If the optically measured lens thickness is included and the problems of Gaussian optics are avoided, improvements of 6–20% can be achieved depending on the algorithm, visual acuity level and lens type [9]. In the best case (high visual acuity, aspherical lens) the standard deviation is 0.29 dpt and the MAE 0.21 dpt, more than 90% of eyes are within 0.5 dpt [9].

Second eye

Since the refractive prediction error of both eyes is positively correlated with r ≈ 0.5, the result of the first eye can be used to improve the calculation of the second one [16,17,18]. In practice, 50% of the error of the first eye is removed. If, for example, a prediction error of + 0.6 dpt occurred, the target refraction in the 2nd eye would be -0.3 dpt instead of 0.0 dpt.
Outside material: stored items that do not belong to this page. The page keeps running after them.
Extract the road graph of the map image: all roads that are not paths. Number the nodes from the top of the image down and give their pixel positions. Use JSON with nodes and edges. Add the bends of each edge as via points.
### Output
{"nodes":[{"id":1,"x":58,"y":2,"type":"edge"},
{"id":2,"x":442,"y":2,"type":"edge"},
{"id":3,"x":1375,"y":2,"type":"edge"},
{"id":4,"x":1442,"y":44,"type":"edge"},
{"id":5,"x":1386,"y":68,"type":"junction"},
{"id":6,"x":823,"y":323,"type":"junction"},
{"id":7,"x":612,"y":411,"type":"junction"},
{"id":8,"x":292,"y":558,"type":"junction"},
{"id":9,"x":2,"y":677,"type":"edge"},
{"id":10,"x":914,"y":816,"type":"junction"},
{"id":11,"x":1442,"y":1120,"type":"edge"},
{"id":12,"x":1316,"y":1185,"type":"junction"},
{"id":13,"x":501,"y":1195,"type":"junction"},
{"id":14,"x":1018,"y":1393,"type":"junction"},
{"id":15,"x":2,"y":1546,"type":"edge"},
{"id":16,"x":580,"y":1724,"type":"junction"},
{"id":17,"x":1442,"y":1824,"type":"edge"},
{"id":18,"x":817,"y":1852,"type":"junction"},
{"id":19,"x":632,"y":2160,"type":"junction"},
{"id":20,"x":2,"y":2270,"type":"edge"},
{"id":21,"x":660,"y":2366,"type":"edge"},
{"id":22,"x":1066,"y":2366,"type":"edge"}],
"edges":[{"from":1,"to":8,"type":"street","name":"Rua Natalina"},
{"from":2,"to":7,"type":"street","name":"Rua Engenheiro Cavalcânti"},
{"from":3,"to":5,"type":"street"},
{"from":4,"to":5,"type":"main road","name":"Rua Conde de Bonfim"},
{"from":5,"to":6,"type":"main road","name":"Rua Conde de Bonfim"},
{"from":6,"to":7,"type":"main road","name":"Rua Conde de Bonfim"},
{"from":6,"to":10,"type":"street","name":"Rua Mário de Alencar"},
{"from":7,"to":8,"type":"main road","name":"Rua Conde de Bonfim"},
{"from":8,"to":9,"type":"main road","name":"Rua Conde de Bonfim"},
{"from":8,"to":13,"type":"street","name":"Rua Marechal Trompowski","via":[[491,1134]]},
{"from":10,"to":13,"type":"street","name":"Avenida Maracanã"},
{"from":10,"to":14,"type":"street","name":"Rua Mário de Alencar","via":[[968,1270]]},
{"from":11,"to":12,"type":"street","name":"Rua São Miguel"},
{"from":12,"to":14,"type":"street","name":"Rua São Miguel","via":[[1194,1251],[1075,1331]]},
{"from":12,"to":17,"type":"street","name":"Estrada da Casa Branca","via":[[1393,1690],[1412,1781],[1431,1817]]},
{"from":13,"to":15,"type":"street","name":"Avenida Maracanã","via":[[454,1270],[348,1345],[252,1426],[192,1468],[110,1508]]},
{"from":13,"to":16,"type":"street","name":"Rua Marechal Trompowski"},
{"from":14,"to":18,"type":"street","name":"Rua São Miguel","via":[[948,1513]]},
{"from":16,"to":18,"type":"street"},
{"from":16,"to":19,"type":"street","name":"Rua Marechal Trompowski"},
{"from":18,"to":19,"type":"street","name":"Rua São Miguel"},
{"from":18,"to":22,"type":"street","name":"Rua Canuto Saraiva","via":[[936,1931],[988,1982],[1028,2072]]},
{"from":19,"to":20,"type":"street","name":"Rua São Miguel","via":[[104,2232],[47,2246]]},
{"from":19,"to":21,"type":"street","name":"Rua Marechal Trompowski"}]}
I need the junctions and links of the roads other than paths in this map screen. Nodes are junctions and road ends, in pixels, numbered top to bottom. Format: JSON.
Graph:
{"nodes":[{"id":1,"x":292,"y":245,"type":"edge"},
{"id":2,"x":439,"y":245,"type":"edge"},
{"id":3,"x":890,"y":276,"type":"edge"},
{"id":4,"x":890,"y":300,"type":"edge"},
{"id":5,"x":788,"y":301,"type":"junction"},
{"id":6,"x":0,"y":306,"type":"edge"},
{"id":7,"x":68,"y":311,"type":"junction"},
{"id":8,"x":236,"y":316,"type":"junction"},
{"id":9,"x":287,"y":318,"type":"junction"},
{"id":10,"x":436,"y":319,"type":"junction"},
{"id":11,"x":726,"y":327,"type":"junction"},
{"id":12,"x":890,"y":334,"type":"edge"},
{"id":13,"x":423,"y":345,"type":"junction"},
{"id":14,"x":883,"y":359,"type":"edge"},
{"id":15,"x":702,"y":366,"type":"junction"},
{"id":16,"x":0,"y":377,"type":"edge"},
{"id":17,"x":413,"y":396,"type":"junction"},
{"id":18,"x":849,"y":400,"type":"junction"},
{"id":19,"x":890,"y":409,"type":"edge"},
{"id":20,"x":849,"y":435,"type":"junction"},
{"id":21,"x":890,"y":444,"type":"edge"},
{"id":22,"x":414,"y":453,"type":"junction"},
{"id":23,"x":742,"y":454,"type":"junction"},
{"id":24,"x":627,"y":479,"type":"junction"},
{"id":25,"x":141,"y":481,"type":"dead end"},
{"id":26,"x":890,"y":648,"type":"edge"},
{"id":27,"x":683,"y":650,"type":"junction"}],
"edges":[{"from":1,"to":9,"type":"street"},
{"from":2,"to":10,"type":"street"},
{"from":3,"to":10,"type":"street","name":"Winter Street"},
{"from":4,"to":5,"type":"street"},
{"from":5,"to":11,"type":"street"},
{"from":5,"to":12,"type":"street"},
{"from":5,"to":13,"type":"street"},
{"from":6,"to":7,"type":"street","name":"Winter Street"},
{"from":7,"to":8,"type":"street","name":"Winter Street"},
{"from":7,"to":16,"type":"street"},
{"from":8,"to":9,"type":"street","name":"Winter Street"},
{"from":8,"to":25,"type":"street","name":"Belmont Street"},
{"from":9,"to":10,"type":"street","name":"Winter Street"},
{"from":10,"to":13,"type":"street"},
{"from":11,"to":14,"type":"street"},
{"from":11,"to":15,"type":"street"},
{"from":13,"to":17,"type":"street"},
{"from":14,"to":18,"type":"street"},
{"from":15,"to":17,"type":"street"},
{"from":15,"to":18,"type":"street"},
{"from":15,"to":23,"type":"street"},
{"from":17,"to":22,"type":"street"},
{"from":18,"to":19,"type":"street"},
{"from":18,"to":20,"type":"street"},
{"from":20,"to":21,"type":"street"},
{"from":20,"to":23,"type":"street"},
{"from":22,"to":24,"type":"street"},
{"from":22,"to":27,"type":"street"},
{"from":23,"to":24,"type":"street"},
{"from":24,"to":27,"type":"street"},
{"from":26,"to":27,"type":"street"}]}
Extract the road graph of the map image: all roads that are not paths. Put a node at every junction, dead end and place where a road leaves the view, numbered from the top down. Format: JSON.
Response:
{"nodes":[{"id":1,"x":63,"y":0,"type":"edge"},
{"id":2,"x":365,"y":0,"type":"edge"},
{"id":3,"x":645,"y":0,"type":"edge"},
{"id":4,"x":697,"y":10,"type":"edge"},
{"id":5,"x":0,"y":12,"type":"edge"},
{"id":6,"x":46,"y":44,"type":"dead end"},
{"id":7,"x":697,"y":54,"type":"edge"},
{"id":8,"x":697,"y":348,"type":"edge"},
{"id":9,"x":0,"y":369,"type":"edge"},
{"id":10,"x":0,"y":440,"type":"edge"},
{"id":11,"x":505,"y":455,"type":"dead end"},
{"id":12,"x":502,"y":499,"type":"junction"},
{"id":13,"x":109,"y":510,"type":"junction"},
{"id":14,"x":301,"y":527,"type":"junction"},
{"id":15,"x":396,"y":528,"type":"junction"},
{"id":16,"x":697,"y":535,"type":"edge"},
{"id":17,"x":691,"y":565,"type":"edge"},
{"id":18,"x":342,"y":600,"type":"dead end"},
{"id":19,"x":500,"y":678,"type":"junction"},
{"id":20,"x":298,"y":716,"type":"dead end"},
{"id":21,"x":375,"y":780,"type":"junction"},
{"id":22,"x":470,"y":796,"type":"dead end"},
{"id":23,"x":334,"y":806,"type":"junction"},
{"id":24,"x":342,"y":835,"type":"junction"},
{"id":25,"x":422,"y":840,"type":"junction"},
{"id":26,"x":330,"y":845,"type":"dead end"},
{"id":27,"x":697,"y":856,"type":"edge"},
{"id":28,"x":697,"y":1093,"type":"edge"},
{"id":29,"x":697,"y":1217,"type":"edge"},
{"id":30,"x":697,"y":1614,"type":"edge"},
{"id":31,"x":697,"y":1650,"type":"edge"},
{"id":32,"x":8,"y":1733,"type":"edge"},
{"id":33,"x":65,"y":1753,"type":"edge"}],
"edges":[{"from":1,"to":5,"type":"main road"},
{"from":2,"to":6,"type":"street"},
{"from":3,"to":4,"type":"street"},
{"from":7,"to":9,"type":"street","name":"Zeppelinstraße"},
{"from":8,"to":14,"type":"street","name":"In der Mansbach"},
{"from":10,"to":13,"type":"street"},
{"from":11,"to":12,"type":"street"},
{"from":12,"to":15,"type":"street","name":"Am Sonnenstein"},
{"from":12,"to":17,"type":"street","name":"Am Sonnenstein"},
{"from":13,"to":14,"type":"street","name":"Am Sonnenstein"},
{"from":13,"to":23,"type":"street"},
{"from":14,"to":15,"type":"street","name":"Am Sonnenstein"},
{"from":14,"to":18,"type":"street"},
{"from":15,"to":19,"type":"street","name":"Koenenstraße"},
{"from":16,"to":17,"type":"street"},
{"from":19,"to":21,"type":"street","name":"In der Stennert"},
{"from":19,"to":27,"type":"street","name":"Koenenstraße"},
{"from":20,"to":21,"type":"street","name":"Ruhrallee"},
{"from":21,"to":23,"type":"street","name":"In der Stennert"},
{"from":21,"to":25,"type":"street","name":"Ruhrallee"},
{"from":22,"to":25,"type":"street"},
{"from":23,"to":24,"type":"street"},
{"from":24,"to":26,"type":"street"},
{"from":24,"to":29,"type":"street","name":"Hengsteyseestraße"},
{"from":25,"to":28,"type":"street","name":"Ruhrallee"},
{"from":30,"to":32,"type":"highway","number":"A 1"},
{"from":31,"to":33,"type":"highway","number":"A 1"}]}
In ray tracing programs, the anatomical IOL position of the 1st eye can also be used directly for the 2nd eye [8]. The optically measured anterior chamber depth is entered directly into the pACD field for the 2nd eye. The potential for improvement of both methods is ≈10% on average and significantly more for short eyes.

FormalPara Author’s recommendation

Optimal biometry is essential for good refractive results. Without precise input data, no IOL calculation can yield good results. ssOCT is currently the most precise and reliable method for measuring axial length and other sections of the optical path. The measurement of corneal radii or calculation of corneal refractive power remains the main source of error in diagnostics of “normal” eyes. The choice of formula is of secondary importance in the vast majority of eyes, provided that the adjustment is correct for the individual types of IOL. Larger deviations can occur with statistically abnormal combinations of values. If raytracing (our preference) is not available, the Kane formula currently seems to process the data generated by modern biometers in the most meaningful way and may have the smallest deviations at the edges of the distribution.